• WORK ITEM:
Your task is to transcribe all the entries exactly, excluding pictures.

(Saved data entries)
___

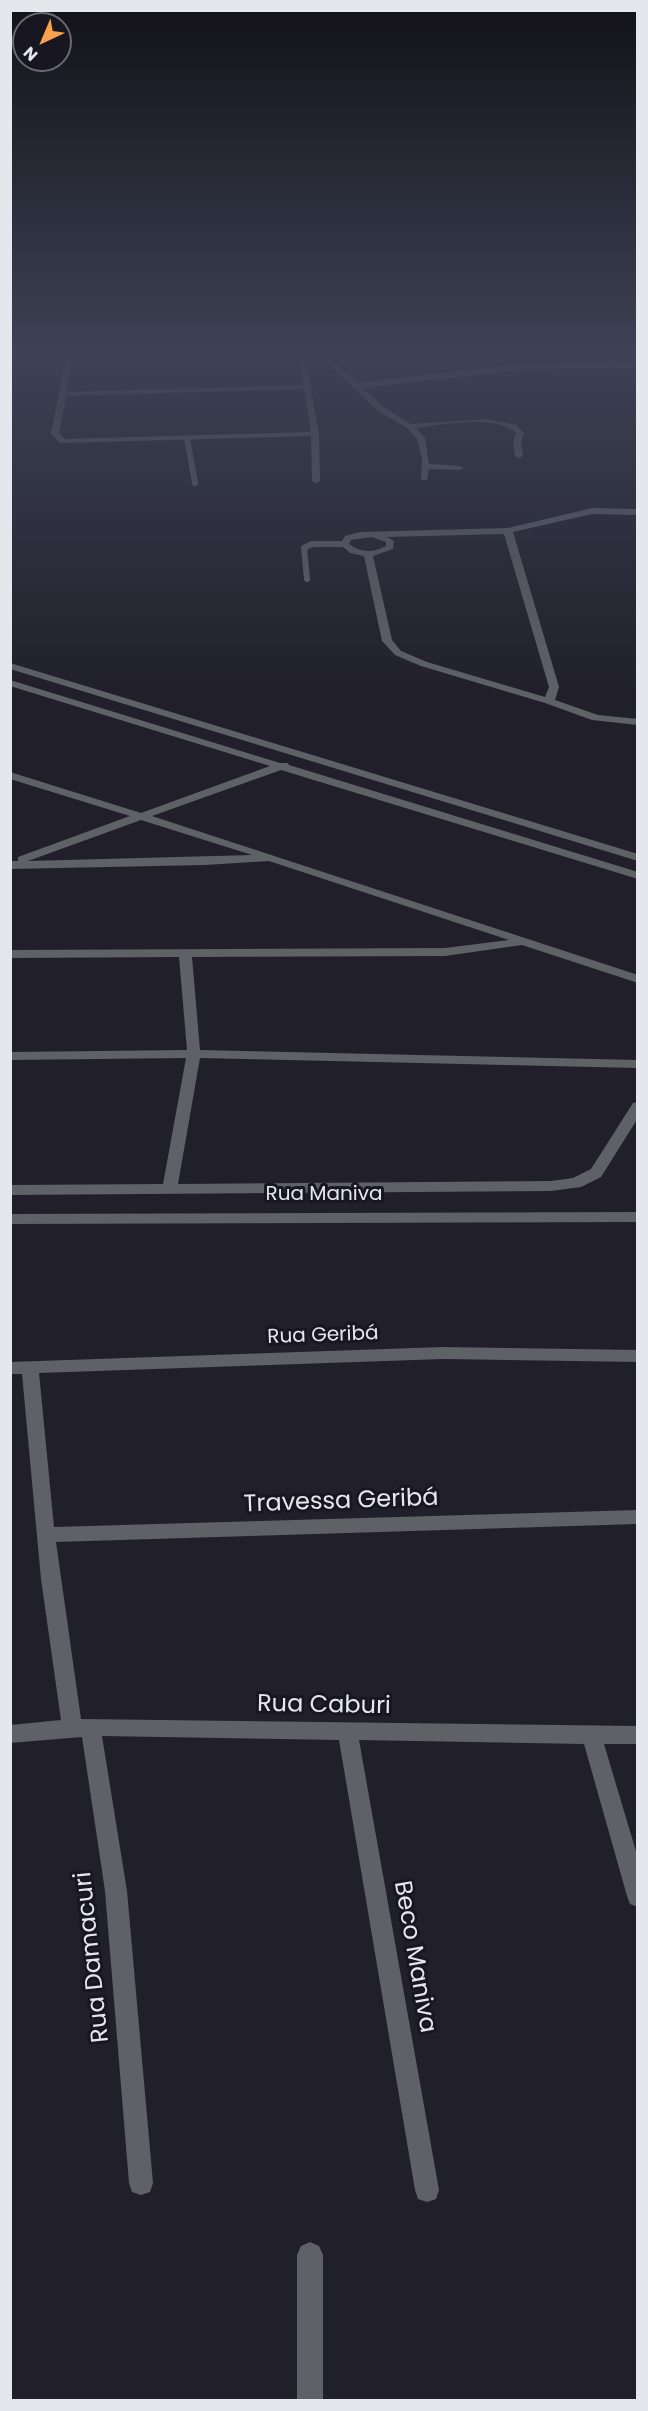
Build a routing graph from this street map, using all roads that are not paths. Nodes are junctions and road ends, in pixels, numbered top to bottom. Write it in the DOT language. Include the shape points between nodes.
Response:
graph roads {
  1 [pos="193,470"];
  2 [pos="316,470"];
  3 [pos="425,470"];
  4 [pos="424,478"];
  5 [pos="316,481"];
  6 [pos="195,483"];
  7 [pos="638,512"];
  8 [pos="638,523"];
  9 [pos="374,535"];
  10 [pos="509,535"];
  11 [pos="344,544"];
  12 [pos="391,544"];
  13 [pos="368,553"];
  14 [pos="307,579"];
  15 [pos="10,666"];
  16 [pos="10,683"];
  17 [pos="92,689"];
  18 [pos="74,701"];
  19 [pos="549,701"];
  20 [pos="638,722"];
  21 [pos="300,753"];
  22 [pos="283,766"];
  23 [pos="10,775"];
  24 [pos="142,817"];
  25 [pos="270,857"];
  26 [pos="638,858"];
  27 [pos="10,864"];
  28 [pos="638,876"];
  29 [pos="520,942"];
  30 [pos="185,952"];
  31 [pos="10,954"];
  32 [pos="638,980"];
  33 [pos="194,1054"];
  34 [pos="10,1056"];
  35 [pos="638,1064"];
  36 [pos="638,1106"];
  37 [pos="10,1190"];
  38 [pos="169,1190"];
  39 [pos="638,1216"];
  40 [pos="10,1219"];
  41 [pos="638,1356"];
  42 [pos="30,1367"];
  43 [pos="10,1368"];
  44 [pos="638,1516"];
  45 [pos="46,1535"];
  46 [pos="82,1727"];
  47 [pos="348,1732"];
  48 [pos="10,1734"];
  49 [pos="591,1734"];
  50 [pos="638,1735"];
  51 [pos="638,1896"];
  52 [pos="141,2183"];
  53 [pos="427,2190"];
  54 [pos="310,2254"];
  55 [pos="310,2400"];
  1 -- 6 [label="lane"];
  2 -- 5 [label="street"];
  3 -- 4 [label="street"];
  7 -- 10 [label="street" via="592,511"];
  8 -- 10 [label="street" via="597,519"];
  9 -- 10 [label="street"];
  9 -- 11 [label="street" via="353,536"];
  9 -- 12 [label="street"];
  10 -- 12 [label="street"];
  10 -- 19 [label="street" via="554,687"];
  11 -- 13 [label="street" via="354,551"];
  11 -- 14 [label="lane" via="312,544 304,548"];
  12 -- 13 [label="street" via="382,551"];
  13 -- 19 [label="street" via="387,641 398,653"];
  15 -- 17 [label="street"];
  16 -- 18 [label="street"];
  17 -- 18 [label="street"];
  17 -- 21 [label="street"];
  18 -- 22 [label="street"];
  19 -- 20 [label="street" via="596,718"];
  21 -- 22 [label="street"];
  21 -- 26 [label="street"];
  22 -- 24 [label="street"];
  22 -- 28 [label="street"];
  23 -- 24 [label="street"];
  24 -- 25 [label="street"];
  24 -- 27 [label="street"];
  25 -- 27 [label="street" via="213,863"];
  25 -- 29 [label="street"];
  29 -- 30 [label="street" via="445,952"];
  29 -- 32 [label="street"];
  30 -- 31 [label="street"];
  30 -- 33 [label="street"];
  33 -- 34 [label="street"];
  33 -- 35 [label="street"];
  33 -- 38 [label="street"];
  36 -- 38 [label="street" via="596,1173 576,1183"];
  37 -- 38 [label="street"];
  39 -- 40 [label="street, Rua Maniva"];
  41 -- 42 [label="street, Rua Geribá" via="443,1353"];
  42 -- 43 [label="street, Rua Geribá"];
  42 -- 45 [label="street, Rua Damacuri"];
  44 -- 45 [label="street, Travessa Geribá"];
  45 -- 46 [label="street, Rua Damacuri"];
  46 -- 47 [label="street, Rua Caburi"];
  46 -- 48 [label="street, Rua Caburi"];
  46 -- 52 [label="street, Rua Damacuri" via="116,1891"];
  47 -- 49 [label="street, Rua Caburi"];
  47 -- 53 [label="street, Beco Maniva"];
  49 -- 50 [label="street, Rua Caburi"];
  49 -- 51 [label="street"];
  54 -- 55 [label="street"];
}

___

• RESPONSE BOX:
Build a routing graph from this street map, using all roads that are not paths. Nodes are junctions and road ends, in pixels, numbered top to bottom. Write it in the DOT language. Include the shape points between nodes.
Response:
graph roads {
  1 [pos="193,470"];
  2 [pos="316,470"];
  3 [pos="425,470"];
  4 [pos="424,478"];
  5 [pos="316,481"];
  6 [pos="195,483"];
  7 [pos="638,512"];
  8 [pos="638,523"];
  9 [pos="374,535"];
  10 [pos="509,535"];
  11 [pos="344,544"];
  12 [pos="391,544"];
  13 [pos="368,553"];
  14 [pos="307,579"];
  15 [pos="10,666"];
  16 [pos="10,683"];
  17 [pos="92,689"];
  18 [pos="74,701"];
  19 [pos="549,701"];
  20 [pos="638,722"];
  21 [pos="300,753"];
  22 [pos="283,766"];
  23 [pos="10,775"];
  24 [pos="142,817"];
  25 [pos="270,857"];
  26 [pos="638,858"];
  27 [pos="10,864"];
  28 [pos="638,876"];
  29 [pos="520,942"];
  30 [pos="185,952"];
  31 [pos="10,954"];
  32 [pos="638,980"];
  33 [pos="194,1054"];
  34 [pos="10,1056"];
  35 [pos="638,1064"];
  36 [pos="638,1106"];
  37 [pos="10,1190"];
  38 [pos="169,1190"];
  39 [pos="638,1216"];
  40 [pos="10,1219"];
  41 [pos="638,1356"];
  42 [pos="30,1367"];
  43 [pos="10,1368"];
  44 [pos="638,1516"];
  45 [pos="46,1535"];
  46 [pos="82,1727"];
  47 [pos="348,1732"];
  48 [pos="10,1734"];
  49 [pos="591,1734"];
  50 [pos="638,1735"];
  51 [pos="638,1896"];
  52 [pos="141,2183"];
  53 [pos="427,2190"];
  54 [pos="310,2254"];
  55 [pos="310,2400"];
  1 -- 6 [label="lane"];
  2 -- 5 [label="street"];
  3 -- 4 [label="street"];
  7 -- 10 [label="street" via="592,511"];
  8 -- 10 [label="street" via="597,519"];
  9 -- 10 [label="street"];
  9 -- 11 [label="street" via="353,536"];
  9 -- 12 [label="street"];
  10 -- 12 [label="street"];
  10 -- 19 [label="street" via="554,687"];
  11 -- 13 [label="street" via="354,551"];
  11 -- 14 [label="lane" via="312,544 304,548"];
  12 -- 13 [label="street" via="382,551"];
  13 -- 19 [label="street" via="387,641 398,653"];
  15 -- 17 [label="street"];
  16 -- 18 [label="street"];
  17 -- 18 [label="street"];
  17 -- 21 [label="street"];
  18 -- 22 [label="street"];
  19 -- 20 [label="street" via="596,718"];
  21 -- 22 [label="street"];
  21 -- 26 [label="street"];
  22 -- 24 [label="street"];
  22 -- 28 [label="street"];
  23 -- 24 [label="street"];
  24 -- 25 [label="street"];
  24 -- 27 [label="street"];
  25 -- 27 [label="street" via="213,863"];
  25 -- 29 [label="street"];
  29 -- 30 [label="street" via="445,952"];
  29 -- 32 [label="street"];
  30 -- 31 [label="street"];
  30 -- 33 [label="street"];
  33 -- 34 [label="street"];
  33 -- 35 [label="street"];
  33 -- 38 [label="street"];
  36 -- 38 [label="street" via="596,1173 576,1183"];
  37 -- 38 [label="street"];
  39 -- 40 [label="street, Rua Maniva"];
  41 -- 42 [label="street, Rua Geribá" via="443,1353"];
  42 -- 43 [label="street, Rua Geribá"];
  42 -- 45 [label="street, Rua Damacuri"];
  44 -- 45 [label="street, Travessa Geribá"];
  45 -- 46 [label="street, Rua Damacuri"];
  46 -- 47 [label="street, Rua Caburi"];
  46 -- 48 [label="street, Rua Caburi"];
  46 -- 52 [label="street, Rua Damacuri" via="116,1891"];
  47 -- 49 [label="street, Rua Caburi"];
  47 -- 53 [label="street, Beco Maniva"];
  49 -- 50 [label="street, Rua Caburi"];
  49 -- 51 [label="street"];
  54 -- 55 [label="street"];
}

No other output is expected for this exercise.